This content has been marked as final. Show 4 replies
Thank you for your bug report and analysis. I have opened SR [#21786] for this.
You are right, and have detected a flaw in the implementation of this method. It is indeed trying to do the entire delete in one transaction, and is therefore vulnerable to accumulating a huge set of changes, requiring a lot of memory. We certainly need to change make this more constrained, and the deletion should occur as a series of transactions. The change is slightly trickier than meets the eye because we need to traverse the metadata to be deleted in reverse order; right now, it's being deleted from end -> front, and to chunk it, we need to go front -> end. That may have some dependencies, which we will have to think about and test.
One reason we have never noticed this before is because it can only occur when you are going to delete a really large amount of data in one attempt. The JE log cleaner is designed to work steadily in the background, cleaning in small increments. This kind of sudden burst of cleaning is unexpected. The VLSNIndex problem is a bug that we will fix, but this kind of heavy log cleaning is certainly going to cause your application performance problems, in that disk space is not being incrementally reclaimed. Does it make sense to you that there is such a sudden burst of log cleaning? Are there some characteristics of your application that might cause this?
In the meantime, do you need to recover this environment? I think it might take a little while to work out a fix, and perhaps there is a way to force incremental cleaning of your log, so that the VLSNINdex deletion also ends up being incremental. I would have to do some investigation to see if there is a workaround; let me know if you need that.
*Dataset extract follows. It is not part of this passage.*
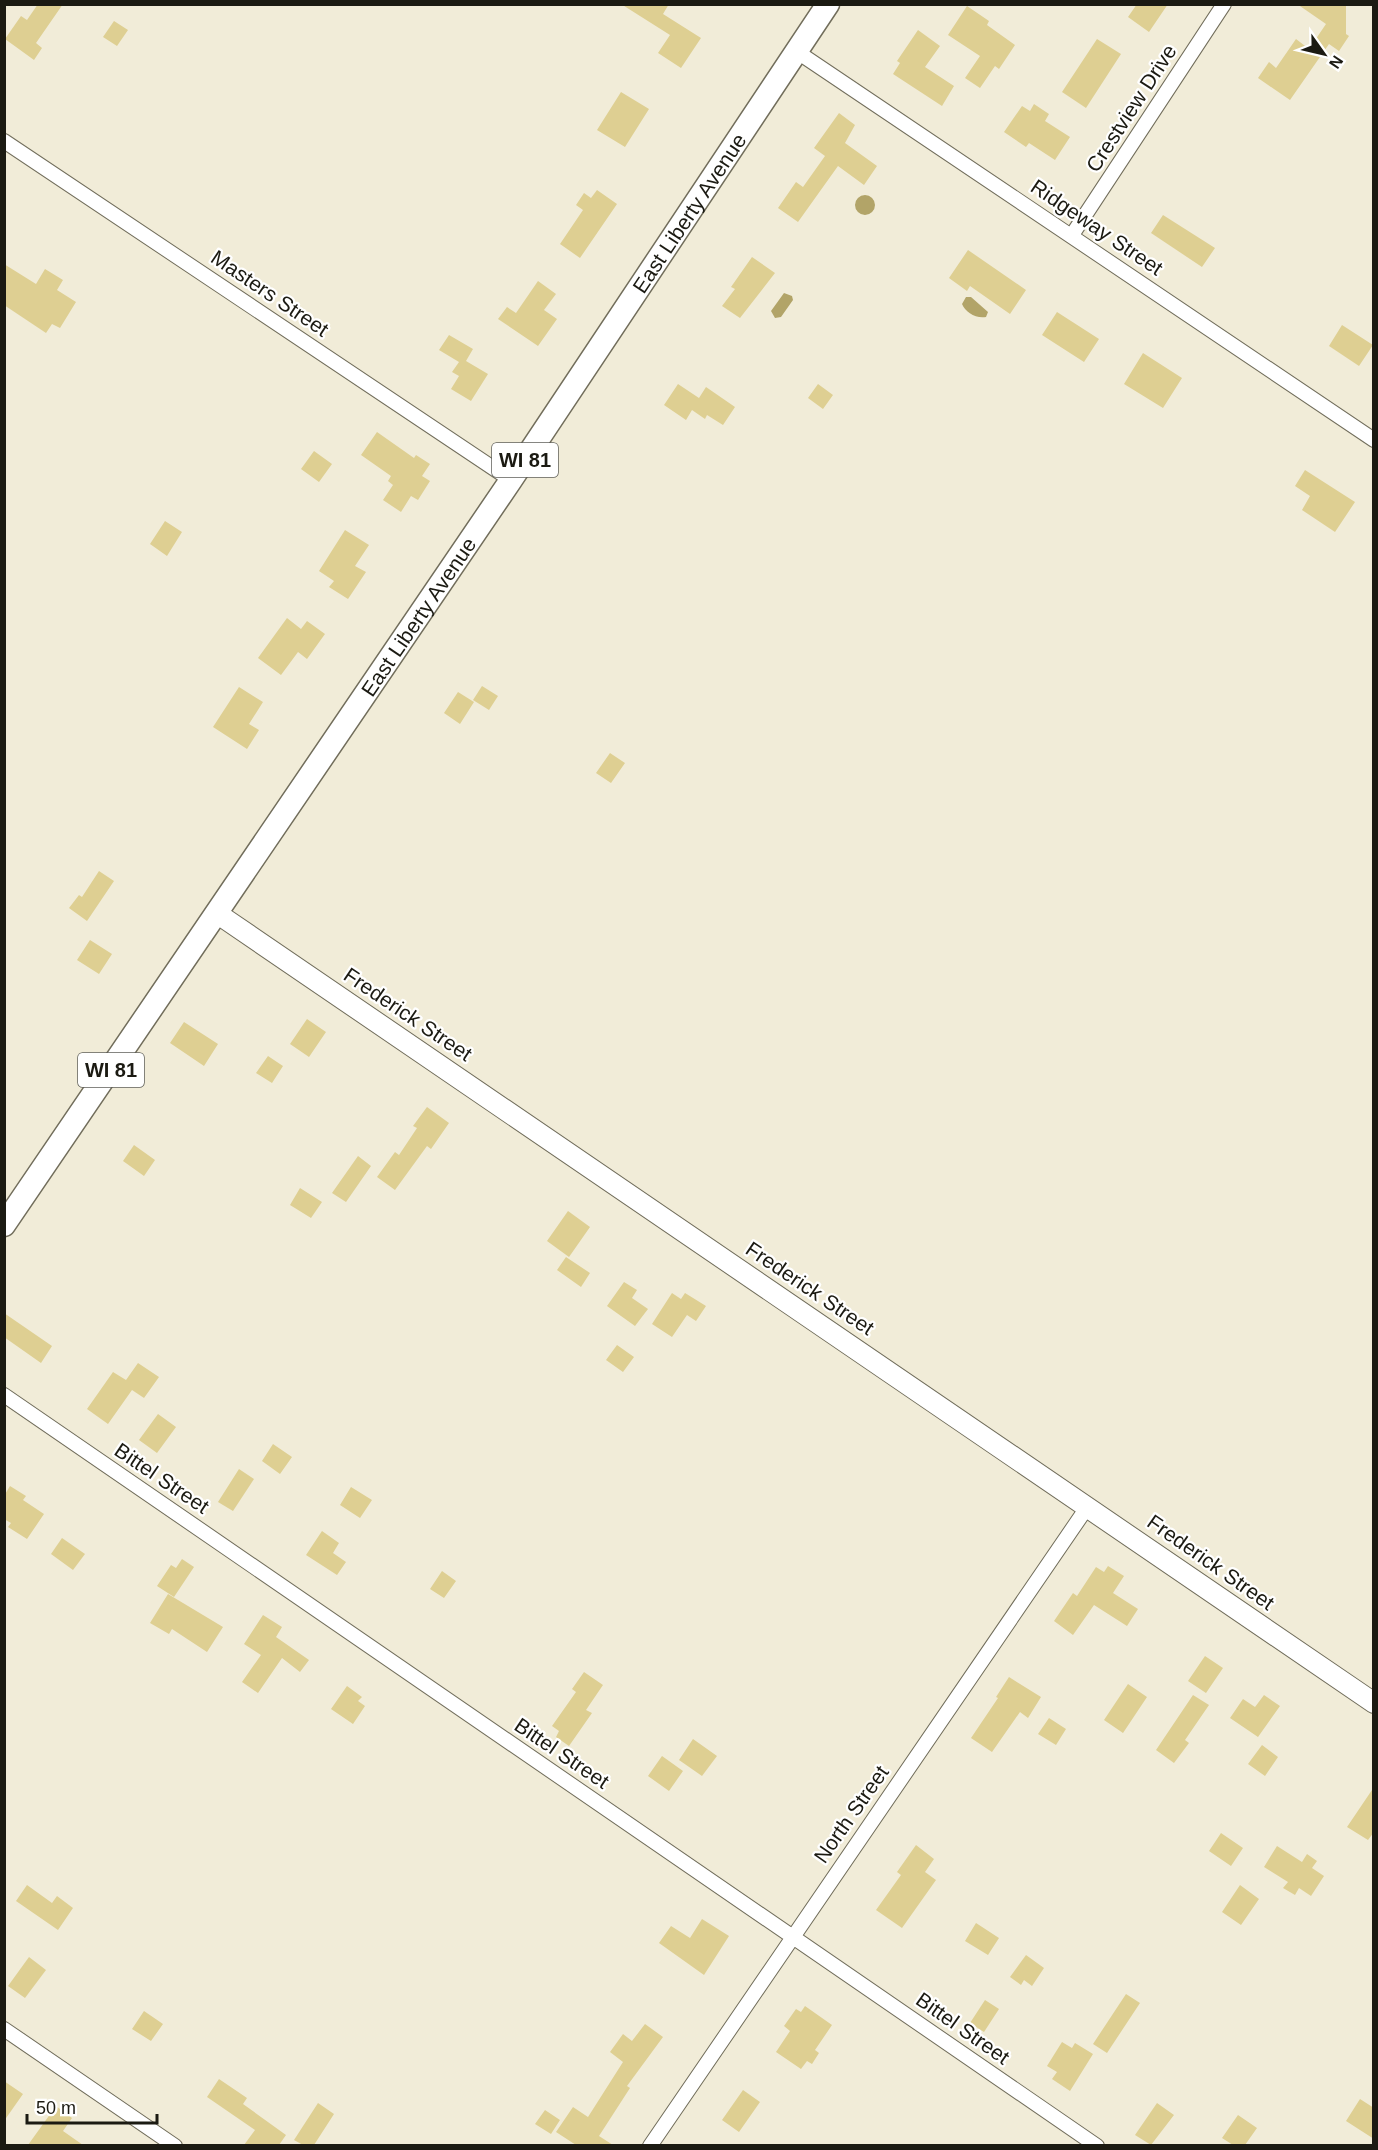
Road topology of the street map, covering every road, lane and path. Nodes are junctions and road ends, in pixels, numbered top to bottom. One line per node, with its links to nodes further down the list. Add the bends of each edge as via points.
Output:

Thank you for the bug report,
You're right that a truncation would make a lot of data obsolete. But nevertheless, the log cleaner would still process the JE .jdb files in an incremental fashion. However, what you said makes me realize that there is a difference between the way the actual log cleaning works, and the maintenance of VLSN metadata, which is used for JE HA. The VLSN metadata is getting sorta truncated in a fashion, (or beheaded) reallly, rather than following the same pattern as the log cleaning.
Well, one way or another, it's our bug.
Thank you for your timely reply,and your reminding about log cleaning performance in my case.
Yes, this kind of sudden burst of cleaning may occurs in my application:
My application is a distributed HA cluster. When we add "new" group (two-nodes bdb je group) to cluster,a lot of data will be moved out from "old" groups to "new" groups.
And after rebalancing data,we will remove obsoleted data from "old" groups;thus sudden burst of cleaning occurses.
Thank you for paying attention about recovering of my bdb environment.
Because I found this problem in a test environment,so I do not need to recover it at this time; and I look forward to your next release fixing this little bug.
Thank you for your reply,